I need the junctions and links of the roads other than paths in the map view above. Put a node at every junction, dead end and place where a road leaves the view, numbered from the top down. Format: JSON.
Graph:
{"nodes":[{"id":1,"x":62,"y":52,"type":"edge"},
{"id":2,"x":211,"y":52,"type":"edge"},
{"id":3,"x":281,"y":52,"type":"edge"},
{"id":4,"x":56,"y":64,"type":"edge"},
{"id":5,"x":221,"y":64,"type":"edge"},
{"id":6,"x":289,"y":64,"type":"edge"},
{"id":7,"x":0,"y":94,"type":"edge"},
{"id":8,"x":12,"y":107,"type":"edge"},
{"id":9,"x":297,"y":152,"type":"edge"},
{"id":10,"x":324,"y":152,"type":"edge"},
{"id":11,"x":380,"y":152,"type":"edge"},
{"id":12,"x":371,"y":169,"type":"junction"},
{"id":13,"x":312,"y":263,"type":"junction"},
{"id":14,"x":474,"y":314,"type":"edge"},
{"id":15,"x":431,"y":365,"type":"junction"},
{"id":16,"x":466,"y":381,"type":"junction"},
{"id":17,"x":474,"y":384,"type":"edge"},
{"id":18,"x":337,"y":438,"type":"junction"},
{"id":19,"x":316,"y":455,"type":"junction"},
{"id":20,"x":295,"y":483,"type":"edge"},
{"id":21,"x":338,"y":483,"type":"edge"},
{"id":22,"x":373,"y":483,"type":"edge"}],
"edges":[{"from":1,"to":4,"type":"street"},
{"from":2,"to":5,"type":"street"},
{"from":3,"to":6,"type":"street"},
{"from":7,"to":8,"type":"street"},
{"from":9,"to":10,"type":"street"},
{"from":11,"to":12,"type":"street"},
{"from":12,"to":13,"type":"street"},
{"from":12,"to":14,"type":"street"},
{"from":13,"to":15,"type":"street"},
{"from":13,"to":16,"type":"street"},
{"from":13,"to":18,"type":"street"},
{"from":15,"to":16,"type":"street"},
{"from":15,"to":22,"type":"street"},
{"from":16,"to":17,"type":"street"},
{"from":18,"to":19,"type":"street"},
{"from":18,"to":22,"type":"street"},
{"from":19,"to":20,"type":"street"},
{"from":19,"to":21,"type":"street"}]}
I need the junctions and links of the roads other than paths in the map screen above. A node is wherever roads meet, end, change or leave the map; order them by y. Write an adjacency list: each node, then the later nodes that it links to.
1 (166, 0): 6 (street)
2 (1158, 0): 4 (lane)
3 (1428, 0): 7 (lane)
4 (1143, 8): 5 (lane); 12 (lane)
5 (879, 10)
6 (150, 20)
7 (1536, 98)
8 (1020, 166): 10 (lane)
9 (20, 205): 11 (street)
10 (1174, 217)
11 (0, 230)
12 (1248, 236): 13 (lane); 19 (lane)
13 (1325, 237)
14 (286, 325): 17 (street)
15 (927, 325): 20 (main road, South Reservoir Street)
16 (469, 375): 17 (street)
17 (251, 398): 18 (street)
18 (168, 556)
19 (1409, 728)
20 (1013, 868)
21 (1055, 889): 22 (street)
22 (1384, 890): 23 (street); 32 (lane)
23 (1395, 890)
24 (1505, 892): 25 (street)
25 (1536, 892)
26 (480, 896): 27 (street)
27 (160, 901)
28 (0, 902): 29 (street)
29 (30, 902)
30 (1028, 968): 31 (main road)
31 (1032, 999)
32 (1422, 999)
********************
**Assignment:** Recreate the listing exactly, so that each entry reads as before.

**Finished task:**
I need the junctions and links of the roads other than paths in the map view above. Put a node at every junction, dead end and place where a road leaves the view, numbered from the top down. Format: JSON.
Graph:
{"nodes":[{"id":1,"x":62,"y":52,"type":"edge"},
{"id":2,"x":211,"y":52,"type":"edge"},
{"id":3,"x":281,"y":52,"type":"edge"},
{"id":4,"x":56,"y":64,"type":"edge"},
{"id":5,"x":221,"y":64,"type":"edge"},
{"id":6,"x":289,"y":64,"type":"edge"},
{"id":7,"x":0,"y":94,"type":"edge"},
{"id":8,"x":12,"y":107,"type":"edge"},
{"id":9,"x":297,"y":152,"type":"edge"},
{"id":10,"x":324,"y":152,"type":"edge"},
{"id":11,"x":380,"y":152,"type":"edge"},
{"id":12,"x":371,"y":169,"type":"junction"},
{"id":13,"x":312,"y":263,"type":"junction"},
{"id":14,"x":474,"y":314,"type":"edge"},
{"id":15,"x":431,"y":365,"type":"junction"},
{"id":16,"x":466,"y":381,"type":"junction"},
{"id":17,"x":474,"y":384,"type":"edge"},
{"id":18,"x":337,"y":438,"type":"junction"},
{"id":19,"x":316,"y":455,"type":"junction"},
{"id":20,"x":295,"y":483,"type":"edge"},
{"id":21,"x":338,"y":483,"type":"edge"},
{"id":22,"x":373,"y":483,"type":"edge"}],
"edges":[{"from":1,"to":4,"type":"street"},
{"from":2,"to":5,"type":"street"},
{"from":3,"to":6,"type":"street"},
{"from":7,"to":8,"type":"street"},
{"from":9,"to":10,"type":"street"},
{"from":11,"to":12,"type":"street"},
{"from":12,"to":13,"type":"street"},
{"from":12,"to":14,"type":"street"},
{"from":13,"to":15,"type":"street"},
{"from":13,"to":16,"type":"street"},
{"from":13,"to":18,"type":"street"},
{"from":15,"to":16,"type":"street"},
{"from":15,"to":22,"type":"street"},
{"from":16,"to":17,"type":"street"},
{"from":18,"to":19,"type":"street"},
{"from":18,"to":22,"type":"street"},
{"from":19,"to":20,"type":"street"},
{"from":19,"to":21,"type":"street"}]}
I need the junctions and links of the roads other than paths in the map screen above. A node is wherever roads meet, end, change or leave the map; order them by y. Write an adjacency list: each node, then the later nodes that it links to.
1 (166, 0): 6 (street)
2 (1158, 0): 4 (lane)
3 (1428, 0): 7 (lane)
4 (1143, 8): 5 (lane); 12 (lane)
5 (879, 10)
6 (150, 20)
7 (1536, 98)
8 (1020, 166): 10 (lane)
9 (20, 205): 11 (street)
10 (1174, 217)
11 (0, 230)
12 (1248, 236): 13 (lane); 19 (lane)
13 (1325, 237)
14 (286, 325): 17 (street)
15 (927, 325): 20 (main road, South Reservoir Street)
16 (469, 375): 17 (street)
17 (251, 398): 18 (street)
18 (168, 556)
19 (1409, 728)
20 (1013, 868)
21 (1055, 889): 22 (street)
22 (1384, 890): 23 (street); 32 (lane)
23 (1395, 890)
24 (1505, 892): 25 (street)
25 (1536, 892)
26 (480, 896): 27 (street)
27 (160, 901)
28 (0, 902): 29 (street)
29 (30, 902)
30 (1028, 968): 31 (main road)
31 (1032, 999)
32 (1422, 999)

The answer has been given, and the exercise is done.